Stored items:
━━━━━━━━━━━━━━━━━━━━━━━━━━━━━━

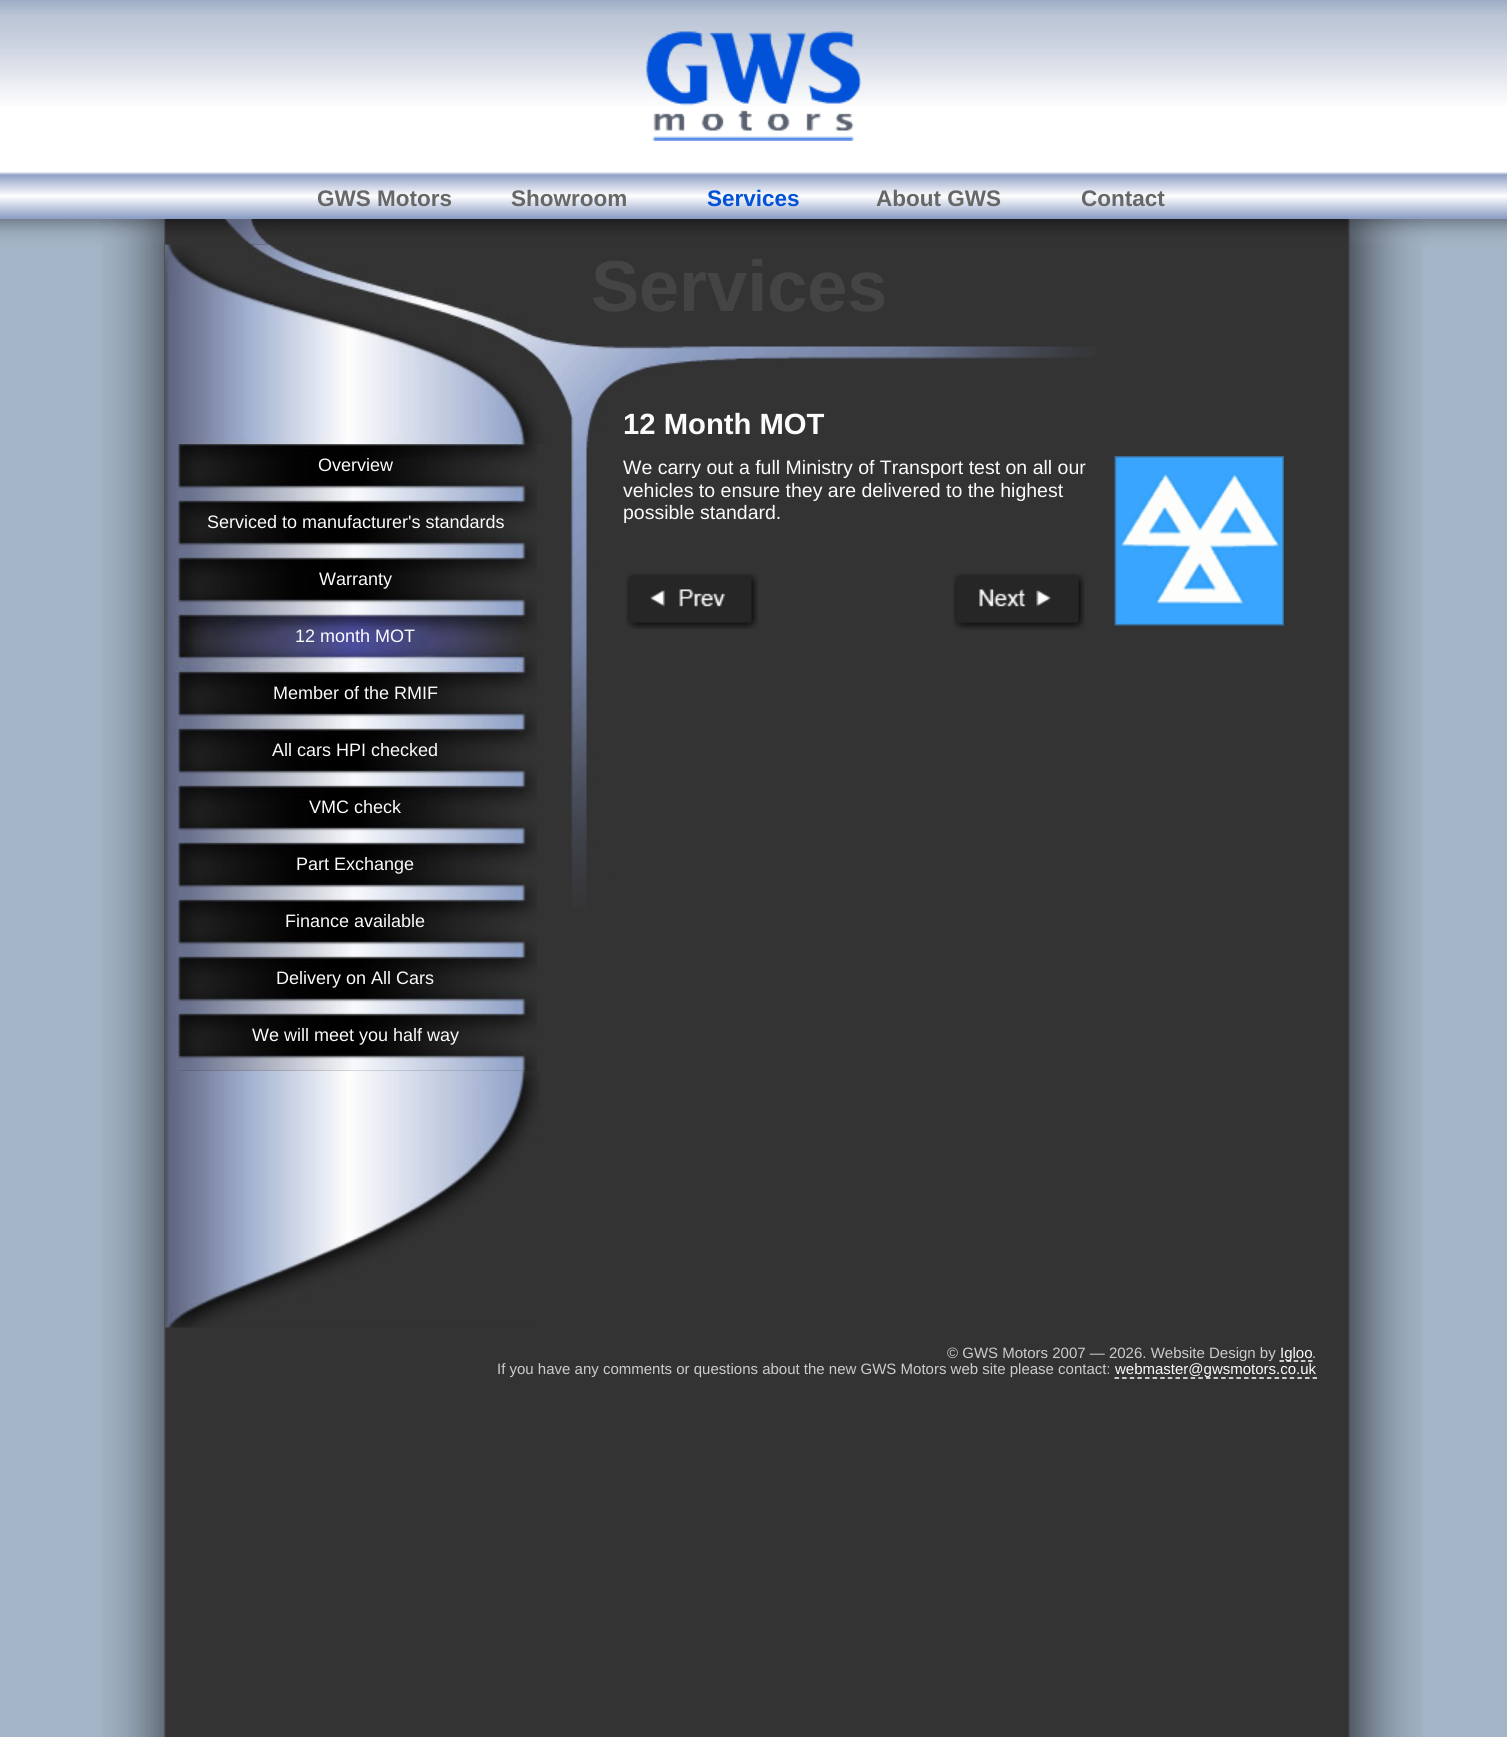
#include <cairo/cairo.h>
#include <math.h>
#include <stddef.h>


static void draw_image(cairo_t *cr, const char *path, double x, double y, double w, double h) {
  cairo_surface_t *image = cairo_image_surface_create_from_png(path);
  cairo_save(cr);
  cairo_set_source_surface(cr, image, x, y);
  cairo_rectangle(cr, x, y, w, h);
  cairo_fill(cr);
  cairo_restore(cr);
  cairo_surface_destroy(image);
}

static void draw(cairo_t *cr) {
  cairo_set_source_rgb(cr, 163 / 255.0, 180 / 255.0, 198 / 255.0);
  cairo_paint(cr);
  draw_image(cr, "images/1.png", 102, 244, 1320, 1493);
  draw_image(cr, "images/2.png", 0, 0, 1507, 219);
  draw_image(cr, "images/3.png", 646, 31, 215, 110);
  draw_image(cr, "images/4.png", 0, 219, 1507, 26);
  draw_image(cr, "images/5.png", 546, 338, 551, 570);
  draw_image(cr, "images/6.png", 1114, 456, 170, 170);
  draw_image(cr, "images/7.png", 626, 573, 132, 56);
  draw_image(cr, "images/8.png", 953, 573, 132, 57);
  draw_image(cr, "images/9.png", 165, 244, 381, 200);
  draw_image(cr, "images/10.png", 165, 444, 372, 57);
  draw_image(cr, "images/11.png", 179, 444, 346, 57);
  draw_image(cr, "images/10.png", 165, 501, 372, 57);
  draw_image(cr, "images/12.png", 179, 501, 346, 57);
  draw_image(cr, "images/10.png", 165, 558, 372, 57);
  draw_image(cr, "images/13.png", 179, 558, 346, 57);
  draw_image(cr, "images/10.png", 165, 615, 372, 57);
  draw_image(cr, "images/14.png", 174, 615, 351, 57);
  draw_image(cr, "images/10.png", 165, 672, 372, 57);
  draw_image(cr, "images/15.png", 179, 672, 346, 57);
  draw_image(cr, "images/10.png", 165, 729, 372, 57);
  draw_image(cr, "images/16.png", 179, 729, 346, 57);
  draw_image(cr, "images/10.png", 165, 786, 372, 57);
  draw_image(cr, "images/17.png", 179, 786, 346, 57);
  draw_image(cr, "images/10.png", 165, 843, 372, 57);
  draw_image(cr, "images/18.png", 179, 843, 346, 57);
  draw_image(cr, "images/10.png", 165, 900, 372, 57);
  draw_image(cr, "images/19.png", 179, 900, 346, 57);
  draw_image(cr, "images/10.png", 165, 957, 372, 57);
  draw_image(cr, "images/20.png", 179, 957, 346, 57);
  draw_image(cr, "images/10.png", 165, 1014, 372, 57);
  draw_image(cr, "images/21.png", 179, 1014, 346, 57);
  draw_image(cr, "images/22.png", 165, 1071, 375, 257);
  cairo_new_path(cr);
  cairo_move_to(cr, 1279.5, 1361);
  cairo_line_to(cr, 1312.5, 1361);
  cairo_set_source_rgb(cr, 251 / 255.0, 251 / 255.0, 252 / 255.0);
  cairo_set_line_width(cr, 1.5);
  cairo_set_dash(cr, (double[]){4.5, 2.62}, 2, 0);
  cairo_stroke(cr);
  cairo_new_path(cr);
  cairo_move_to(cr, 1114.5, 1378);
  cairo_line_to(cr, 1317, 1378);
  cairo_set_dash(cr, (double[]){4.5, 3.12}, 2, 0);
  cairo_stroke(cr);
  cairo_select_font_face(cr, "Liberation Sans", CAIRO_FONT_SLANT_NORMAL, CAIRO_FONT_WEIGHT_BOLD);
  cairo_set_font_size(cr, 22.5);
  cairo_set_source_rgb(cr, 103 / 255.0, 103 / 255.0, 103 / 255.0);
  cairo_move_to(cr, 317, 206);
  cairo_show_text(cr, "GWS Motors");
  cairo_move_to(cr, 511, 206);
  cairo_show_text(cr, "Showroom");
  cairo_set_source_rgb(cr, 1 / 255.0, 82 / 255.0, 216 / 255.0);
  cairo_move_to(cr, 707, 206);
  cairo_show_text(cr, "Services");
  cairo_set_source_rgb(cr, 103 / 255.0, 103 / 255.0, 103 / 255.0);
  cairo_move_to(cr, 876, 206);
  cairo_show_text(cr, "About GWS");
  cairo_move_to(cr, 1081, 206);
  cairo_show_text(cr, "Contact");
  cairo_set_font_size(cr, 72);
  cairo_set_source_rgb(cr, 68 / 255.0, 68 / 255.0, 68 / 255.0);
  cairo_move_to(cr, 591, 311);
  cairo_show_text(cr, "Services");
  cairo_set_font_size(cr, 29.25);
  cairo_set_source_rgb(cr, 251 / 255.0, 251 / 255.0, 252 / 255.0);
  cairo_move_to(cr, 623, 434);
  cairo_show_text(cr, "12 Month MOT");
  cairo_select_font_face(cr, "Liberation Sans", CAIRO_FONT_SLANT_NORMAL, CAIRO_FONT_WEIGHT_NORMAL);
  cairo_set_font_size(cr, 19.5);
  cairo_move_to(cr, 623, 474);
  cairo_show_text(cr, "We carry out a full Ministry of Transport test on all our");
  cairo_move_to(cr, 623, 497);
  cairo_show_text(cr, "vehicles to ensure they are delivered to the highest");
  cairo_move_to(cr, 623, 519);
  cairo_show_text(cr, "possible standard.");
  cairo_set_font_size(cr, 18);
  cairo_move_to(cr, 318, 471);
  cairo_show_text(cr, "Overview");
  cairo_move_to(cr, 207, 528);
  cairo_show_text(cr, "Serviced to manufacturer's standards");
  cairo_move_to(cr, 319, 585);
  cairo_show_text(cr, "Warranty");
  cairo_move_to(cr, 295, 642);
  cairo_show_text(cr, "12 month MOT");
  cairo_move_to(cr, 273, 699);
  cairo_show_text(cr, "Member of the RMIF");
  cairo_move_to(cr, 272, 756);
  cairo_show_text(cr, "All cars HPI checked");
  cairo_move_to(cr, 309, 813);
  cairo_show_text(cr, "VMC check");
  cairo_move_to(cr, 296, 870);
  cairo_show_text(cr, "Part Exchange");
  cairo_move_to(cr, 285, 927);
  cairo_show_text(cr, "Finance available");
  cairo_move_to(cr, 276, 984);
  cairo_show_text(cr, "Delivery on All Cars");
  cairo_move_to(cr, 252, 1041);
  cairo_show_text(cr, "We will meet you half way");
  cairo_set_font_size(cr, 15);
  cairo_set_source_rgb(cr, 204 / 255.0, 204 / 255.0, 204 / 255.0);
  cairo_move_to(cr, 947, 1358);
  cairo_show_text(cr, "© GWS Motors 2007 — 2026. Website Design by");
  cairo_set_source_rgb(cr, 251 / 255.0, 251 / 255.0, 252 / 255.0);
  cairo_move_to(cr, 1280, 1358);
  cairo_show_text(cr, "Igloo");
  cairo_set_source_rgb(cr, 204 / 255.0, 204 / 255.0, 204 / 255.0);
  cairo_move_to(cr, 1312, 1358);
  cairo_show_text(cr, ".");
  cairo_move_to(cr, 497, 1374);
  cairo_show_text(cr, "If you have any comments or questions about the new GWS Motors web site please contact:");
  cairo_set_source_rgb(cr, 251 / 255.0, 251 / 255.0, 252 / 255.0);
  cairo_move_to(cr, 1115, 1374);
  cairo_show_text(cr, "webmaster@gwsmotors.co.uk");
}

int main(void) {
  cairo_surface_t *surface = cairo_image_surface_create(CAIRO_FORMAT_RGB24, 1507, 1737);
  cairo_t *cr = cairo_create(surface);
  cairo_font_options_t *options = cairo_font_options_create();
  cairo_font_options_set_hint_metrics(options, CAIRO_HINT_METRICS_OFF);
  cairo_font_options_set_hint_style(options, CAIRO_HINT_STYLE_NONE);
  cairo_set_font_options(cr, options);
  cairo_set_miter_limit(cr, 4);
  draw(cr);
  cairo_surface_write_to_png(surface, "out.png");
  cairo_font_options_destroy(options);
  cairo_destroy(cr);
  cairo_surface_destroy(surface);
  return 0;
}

━━━━━━━━━━━━━━━━━━━━━━━━━━━━━━

PROBLEM DETAILS
Look above for the line holding "cairo_restore(cr);", then set down exactly that line and every line after it up to and including the line holding "31, 215, 110);", with nothing else.

EXERCISE SOLUTION
  cairo_restore(cr);
  cairo_surface_destroy(image);
}

static void draw(cairo_t *cr) {
  cairo_set_source_rgb(cr, 163 / 255.0, 180 / 255.0, 198 / 255.0);
  cairo_paint(cr);
  draw_image(cr, "images/1.png", 102, 244, 1320, 1493);
  draw_image(cr, "images/2.png", 0, 0, 1507, 219);
  draw_image(cr, "images/3.png", 646, 31, 215, 110);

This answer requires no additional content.